Segment Start: GIVEN INFORMATION

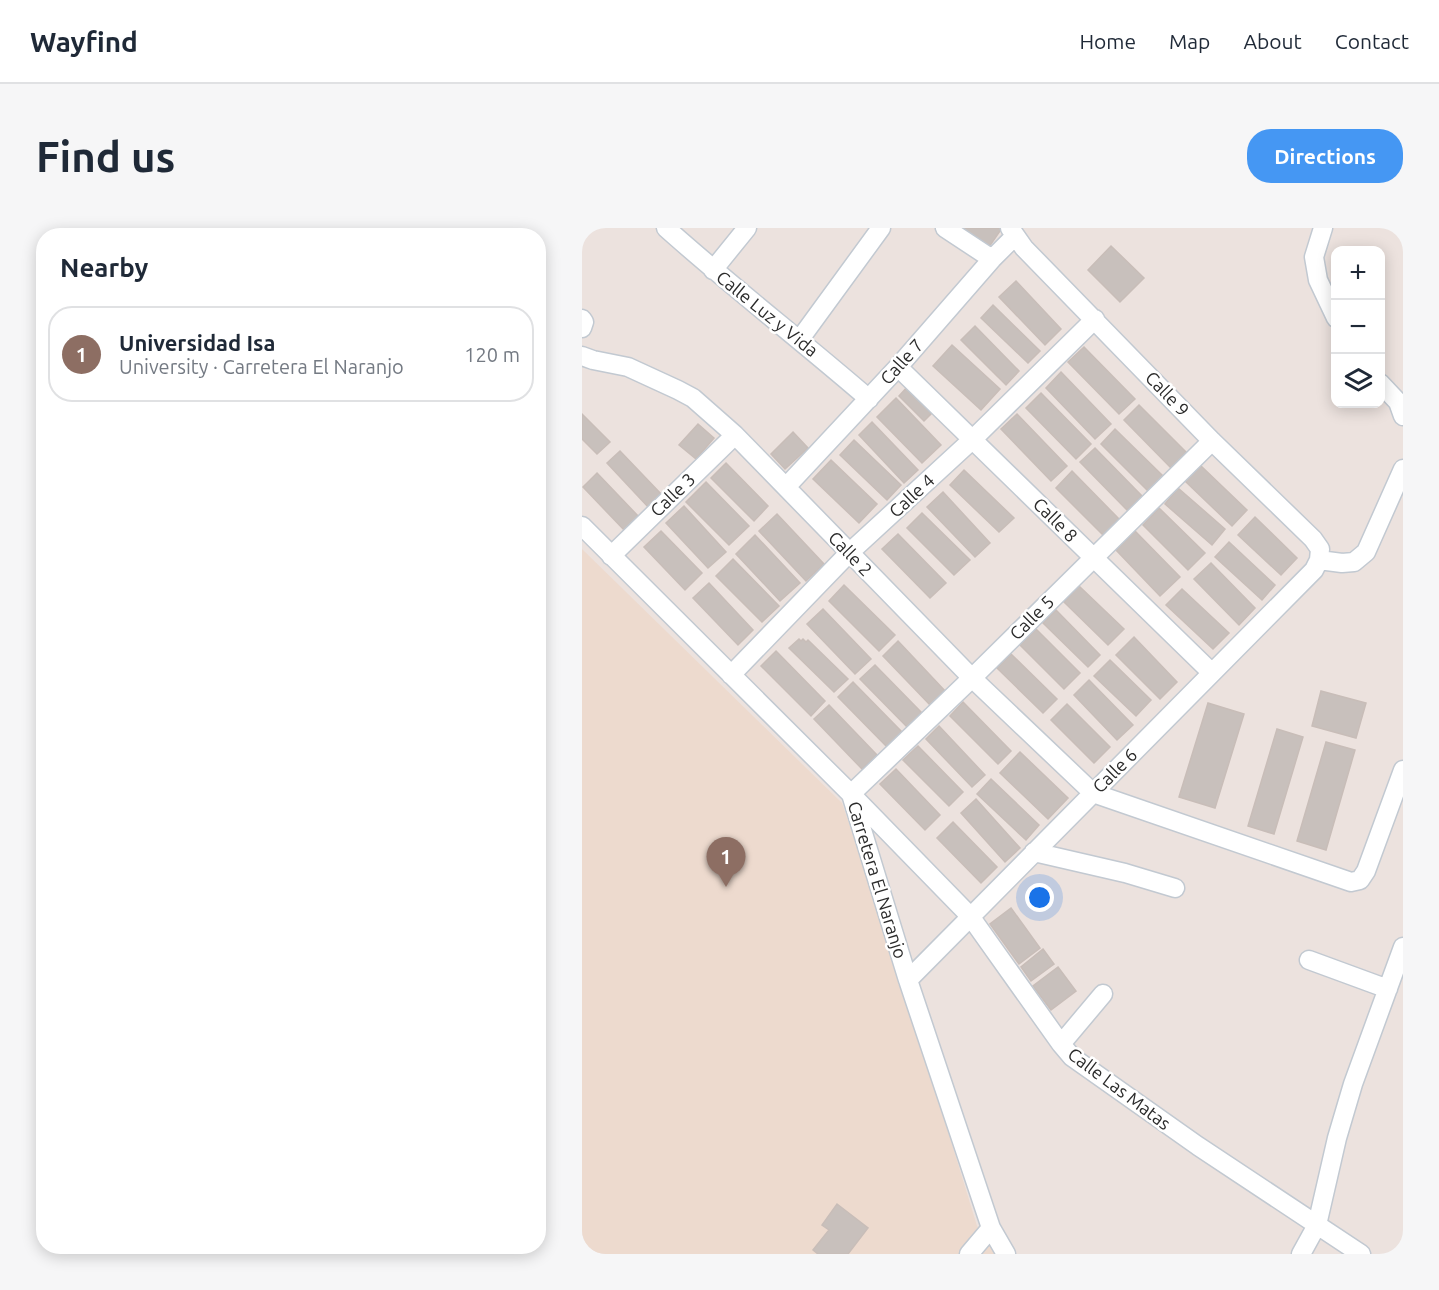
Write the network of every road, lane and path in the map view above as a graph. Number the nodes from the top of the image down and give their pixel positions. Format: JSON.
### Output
{"nodes":[{"id":1,"x":666,"y":228,"type":"edge"},
{"id":2,"x":747,"y":228,"type":"edge"},
{"id":3,"x":881,"y":228,"type":"edge"},
{"id":4,"x":945,"y":228,"type":"edge"},
{"id":5,"x":1323,"y":228,"type":"edge"},
{"id":6,"x":1012,"y":232,"type":"edge"},
{"id":7,"x":992,"y":259,"type":"junction"},
{"id":8,"x":713,"y":270,"type":"junction"},
{"id":9,"x":1331,"y":310,"type":"edge"},
{"id":10,"x":582,"y":319,"type":"edge"},
{"id":11,"x":1095,"y":319,"type":"junction"},
{"id":12,"x":582,"y":328,"type":"edge"},
{"id":13,"x":800,"y":339,"type":"junction"},
{"id":14,"x":582,"y":356,"type":"edge"},
{"id":15,"x":898,"y":367,"type":"junction"},
{"id":16,"x":1385,"y":389,"type":"edge"},
{"id":17,"x":869,"y":399,"type":"junction"},
{"id":18,"x":1401,"y":407,"type":"edge"},
{"id":19,"x":735,"y":435,"type":"junction"},
{"id":20,"x":974,"y":439,"type":"junction"},
{"id":21,"x":1212,"y":441,"type":"junction"},
{"id":22,"x":1403,"y":469,"type":"edge"},
{"id":23,"x":786,"y":487,"type":"junction"},
{"id":24,"x":582,"y":526,"type":"edge"},
{"id":25,"x":849,"y":554,"type":"junction"},
{"id":26,"x":611,"y":556,"type":"junction"},
{"id":27,"x":1093,"y":557,"type":"junction"},
{"id":28,"x":1319,"y":560,"type":"junction"},
{"id":29,"x":1212,"y":673,"type":"junction"},
{"id":30,"x":731,"y":675,"type":"junction"},
{"id":31,"x":972,"y":678,"type":"junction"},
{"id":32,"x":1403,"y":770,"type":"edge"},
{"id":33,"x":1093,"y":793,"type":"junction"},
{"id":34,"x":851,"y":794,"type":"junction"},
{"id":35,"x":1034,"y":852,"type":"junction"},
{"id":36,"x":1174,"y":888,"type":"dead end"},
{"id":37,"x":970,"y":916,"type":"junction"},
{"id":38,"x":1403,"y":947,"type":"edge"},
{"id":39,"x":1309,"y":960,"type":"dead end"},
{"id":40,"x":908,"y":980,"type":"junction"},
{"id":41,"x":1388,"y":989,"type":"junction"},
{"id":42,"x":1102,"y":994,"type":"dead end"},
{"id":43,"x":1061,"y":1044,"type":"junction"},
{"id":44,"x":1317,"y":1225,"type":"junction"},
{"id":45,"x":991,"y":1228,"type":"junction"},
{"id":46,"x":969,"y":1254,"type":"edge"},
{"id":47,"x":1006,"y":1254,"type":"edge"},
{"id":48,"x":1301,"y":1254,"type":"edge"},
{"id":49,"x":1361,"y":1254,"type":"edge"}],
"edges":[{"from":1,"to":8,"type":"street","name":"Calle Luz y Vida"},
{"from":2,"to":8,"type":"street"},
{"from":3,"to":13,"type":"street"},
{"from":4,"to":7,"type":"street"},
{"from":5,"to":9,"type":"street"},
{"from":6,"to":7,"type":"street","name":"Calle 7"},
{"from":6,"to":11,"type":"street","name":"Calle 9"},
{"from":7,"to":15,"type":"street","name":"Calle 7"},
{"from":8,"to":13,"type":"street","name":"Calle Luz y Vida"},
{"from":10,"to":12,"type":"street"},
{"from":11,"to":20,"type":"street","name":"Calle 4"},
{"from":11,"to":21,"type":"street","name":"Calle 9"},
{"from":13,"to":17,"type":"street","name":"Calle Luz y Vida"},
{"from":14,"to":19,"type":"street","name":"Calle 2"},
{"from":15,"to":17,"type":"street","name":"Calle 7"},
{"from":15,"to":20,"type":"street","name":"Calle 8"},
{"from":16,"to":18,"type":"street"},
{"from":17,"to":23,"type":"street","name":"Calle 7"},
{"from":19,"to":23,"type":"street","name":"Calle 2"},
{"from":19,"to":26,"type":"street","name":"Calle 3"},
{"from":20,"to":25,"type":"street","name":"Calle 4"},
{"from":20,"to":27,"type":"street","name":"Calle 8"},
{"from":21,"to":27,"type":"street","name":"Calle 5"},
{"from":21,"to":28,"type":"street","name":"Calle 9"},
{"from":22,"to":28,"type":"street"},
{"from":23,"to":25,"type":"street","name":"Calle 2"},
{"from":24,"to":26,"type":"street","name":"Carretera El Naranjo"},
{"from":25,"to":30,"type":"street","name":"Calle 4"},
{"from":25,"to":31,"type":"street","name":"Calle 2"},
{"from":26,"to":30,"type":"street","name":"Carretera El Naranjo"},
{"from":27,"to":29,"type":"street","name":"Calle 8"},
{"from":27,"to":31,"type":"street","name":"Calle 5"},
{"from":28,"to":29,"type":"street","name":"Calle 6"},
{"from":29,"to":33,"type":"street","name":"Calle 6"},
{"from":30,"to":34,"type":"street","name":"Carretera El Naranjo"},
{"from":31,"to":33,"type":"street","name":"Calle 2"},
{"from":31,"to":34,"type":"street","name":"Calle 5"},
{"from":32,"to":33,"type":"street"},
{"from":33,"to":35,"type":"street","name":"Calle 6"},
{"from":34,"to":37,"type":"street","name":"Calle Las Matas"},
{"from":34,"to":40,"type":"street","name":"Carretera El Naranjo"},
{"from":35,"to":36,"type":"street"},
{"from":35,"to":37,"type":"street","name":"Calle 6"},
{"from":37,"to":40,"type":"street","name":"Calle 6"},
{"from":37,"to":43,"type":"street","name":"Calle Las Matas"},
{"from":38,"to":41,"type":"street"},
{"from":39,"to":41,"type":"street"},
{"from":40,"to":45,"type":"street","name":"Carretera El Naranjo"},
{"from":41,"to":44,"type":"street"},
{"from":42,"to":43,"type":"street"},
{"from":43,"to":44,"type":"street","name":"Calle Las Matas"},
{"from":44,"to":48,"type":"street"},
{"from":44,"to":49,"type":"street","name":"Calle Las Matas"},
{"from":45,"to":46,"type":"street"},
{"from":45,"to":47,"type":"street","name":"Carretera El Naranjo"}]}
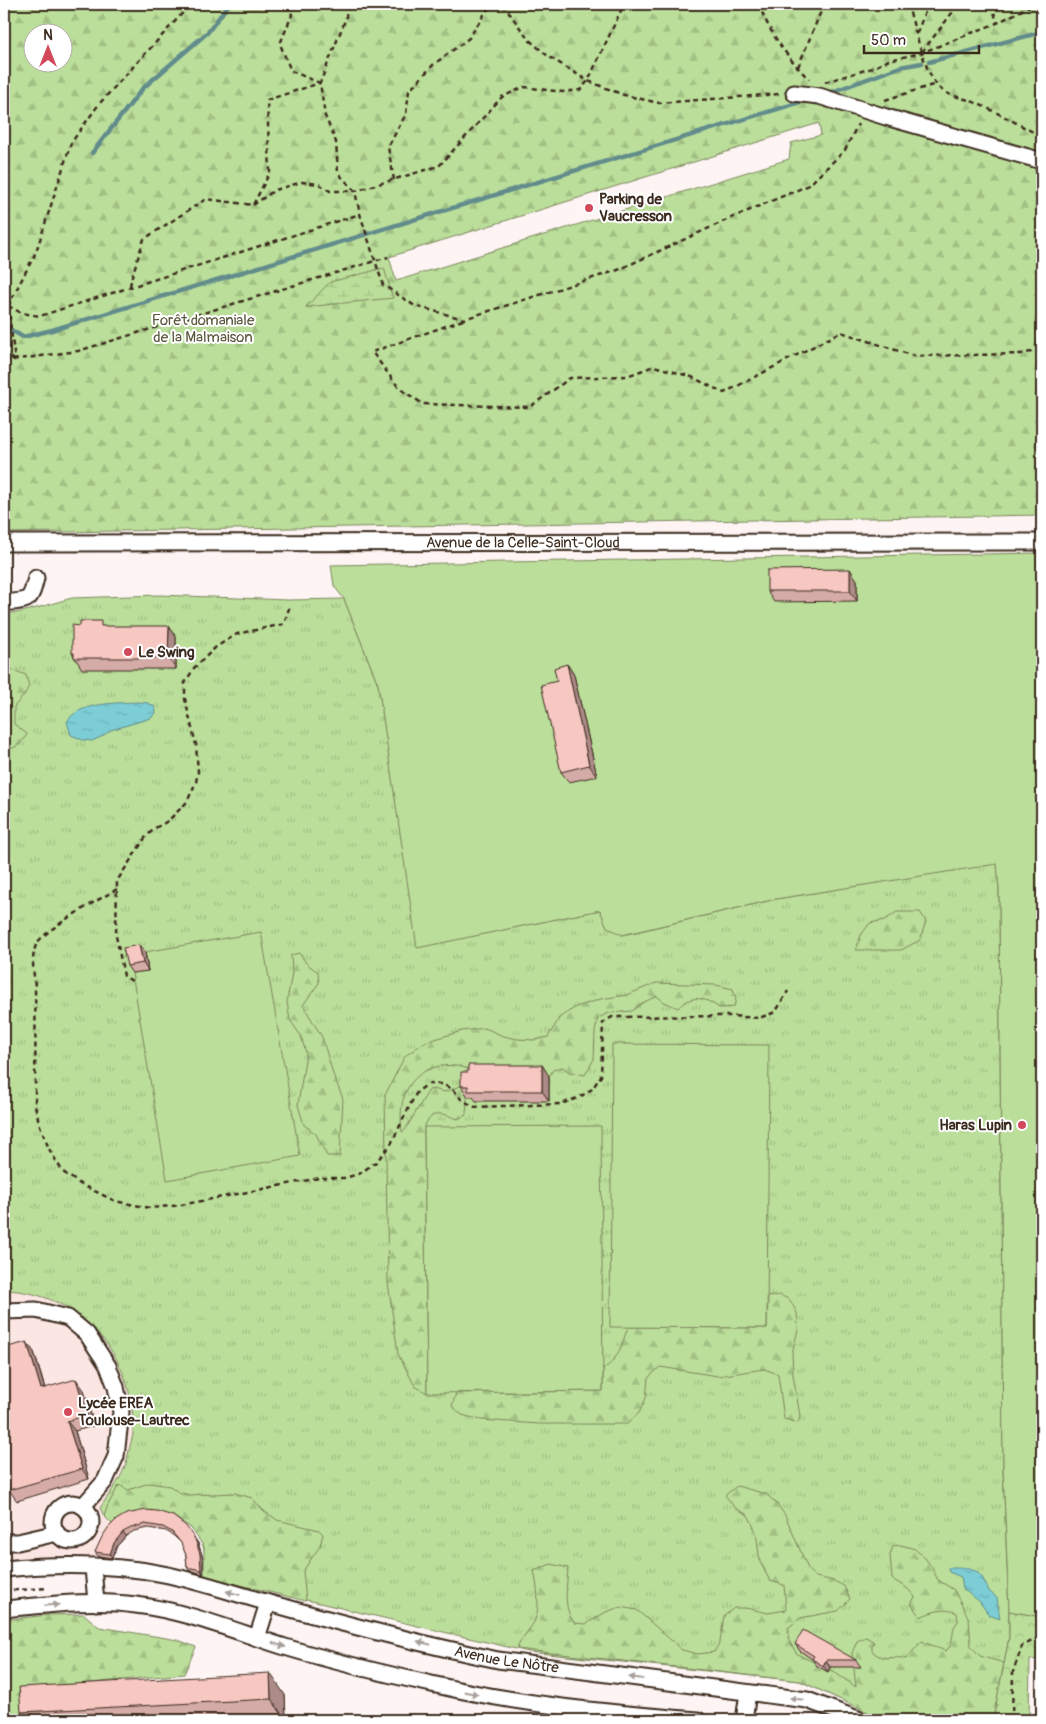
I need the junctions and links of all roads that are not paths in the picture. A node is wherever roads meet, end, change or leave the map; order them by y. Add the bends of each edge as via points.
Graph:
1 (794, 93) road end
2 (1042, 161) edge
3 (1042, 542) edge
4 (4, 543) edge
5 (36, 578) dead end
6 (4, 603) edge
7 (4, 1311) edge
8 (83, 1506) junction
9 (57, 1533) junction
10 (4, 1542) edge
11 (93, 1568) junction
12 (4, 1569) edge
13 (96, 1603) junction
14 (268, 1603) junction
15 (4, 1609) edge
16 (257, 1638) junction
17 (748, 1693) junction
18 (698, 1720) edge
19 (744, 1720) edge
20 (860, 1720) edge

1 - 2 street via 819,96
3 - 4 street, Avenue de la Celle-Saint-Cloud
5 - 6 street via 32,596 26,601
7 - 8 street via 36,1310 68,1318 87,1334 108,1366 121,1412 116,1456 105,1481
8 - 9 street via 72,1502 56,1511 53,1522
8 - 9 street via 92,1523 86,1535 81,1539 68,1540
9 - 10 street
11 - 12 street, Avenue Le Nôtre
11 - 13 street
14 -> 11 street, Avenue Le Nôtre via 163,1574
15 -> 13 street
13 - 16 street via 135,1605 173,1612
14 - 16 street
17 -> 14 street, Avenue Le Nôtre via 498,1660
16 -> 18 street via 368,1669 493,1698
17 - 19 street
20 -> 17 street, Avenue Le Nôtre via 807,1700

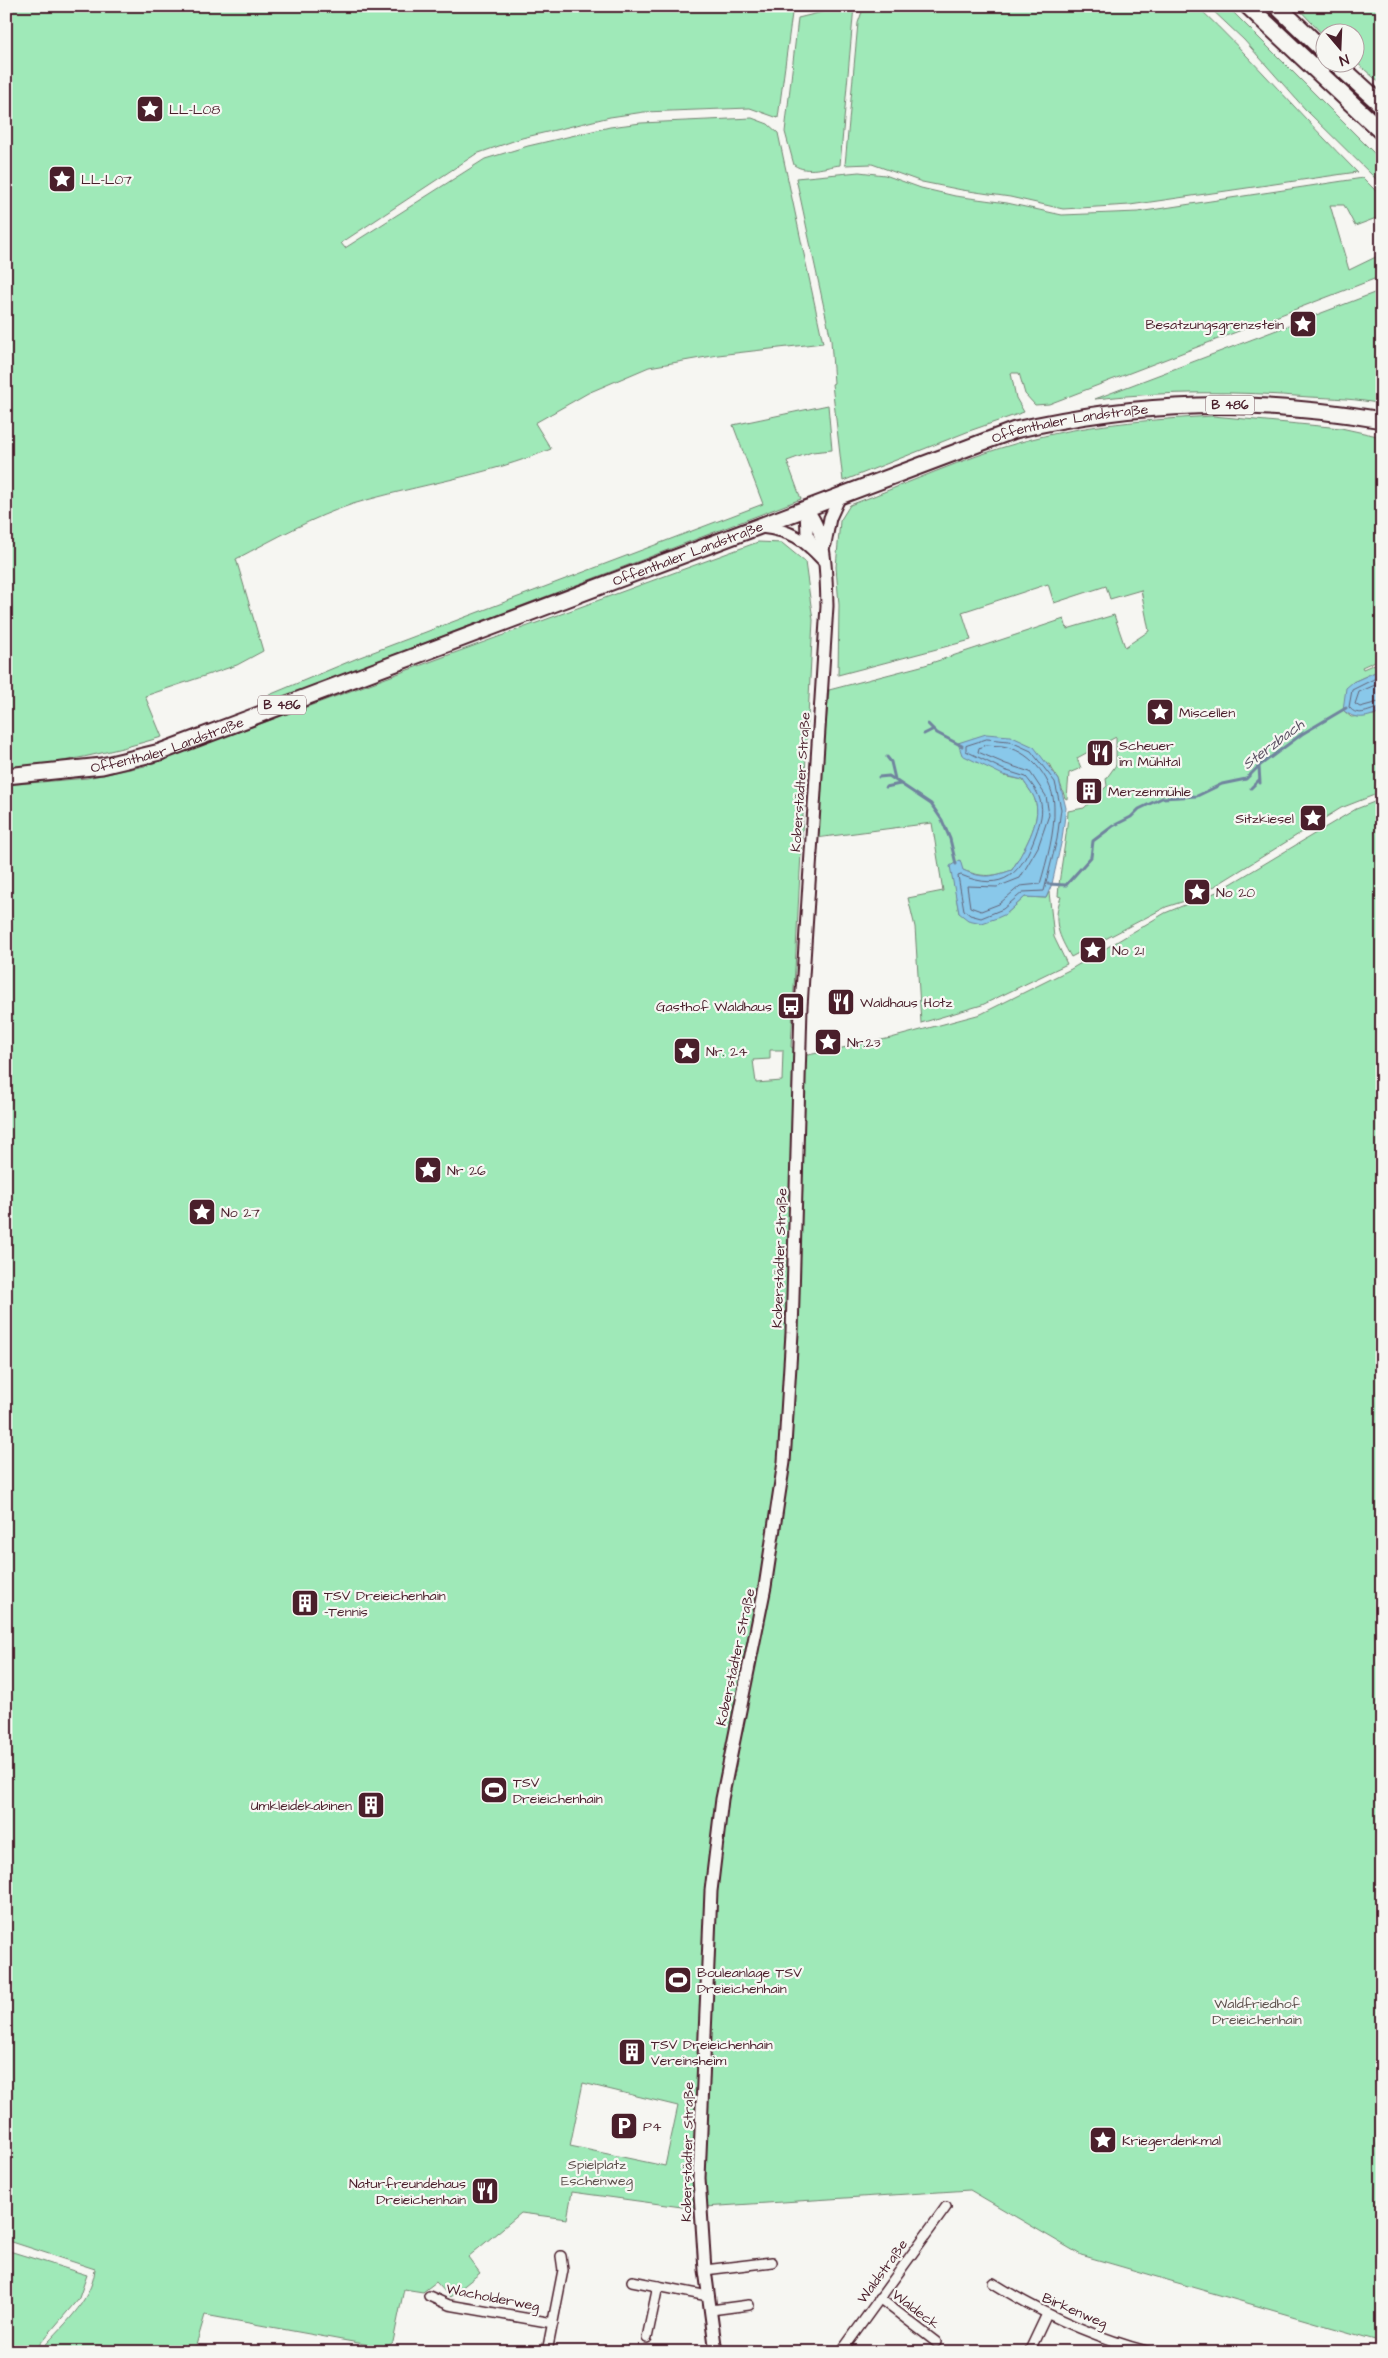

Segment End: GIVEN INFORMATION

INSTRUCTIONS TO FOLLOW:
Exclude all pictures and reproduce exactly the lines from the one containing "I need the junctions" through the final line of the entries above.

ANSWER SECTION:
I need the junctions and links of all roads that are not paths in the picture. A node is wherever roads meet, end, change or leave the map; order them by y. Add the bends of each edge as via points.
Graph:
1 (794, 93) road end
2 (1042, 161) edge
3 (1042, 542) edge
4 (4, 543) edge
5 (36, 578) dead end
6 (4, 603) edge
7 (4, 1311) edge
8 (83, 1506) junction
9 (57, 1533) junction
10 (4, 1542) edge
11 (93, 1568) junction
12 (4, 1569) edge
13 (96, 1603) junction
14 (268, 1603) junction
15 (4, 1609) edge
16 (257, 1638) junction
17 (748, 1693) junction
18 (698, 1720) edge
19 (744, 1720) edge
20 (860, 1720) edge

1 - 2 street via 819,96
3 - 4 street, Avenue de la Celle-Saint-Cloud
5 - 6 street via 32,596 26,601
7 - 8 street via 36,1310 68,1318 87,1334 108,1366 121,1412 116,1456 105,1481
8 - 9 street via 72,1502 56,1511 53,1522
8 - 9 street via 92,1523 86,1535 81,1539 68,1540
9 - 10 street
11 - 12 street, Avenue Le Nôtre
11 - 13 street
14 -> 11 street, Avenue Le Nôtre via 163,1574
15 -> 13 street
13 - 16 street via 135,1605 173,1612
14 - 16 street
17 -> 14 street, Avenue Le Nôtre via 498,1660
16 -> 18 street via 368,1669 493,1698
17 - 19 street
20 -> 17 street, Avenue Le Nôtre via 807,1700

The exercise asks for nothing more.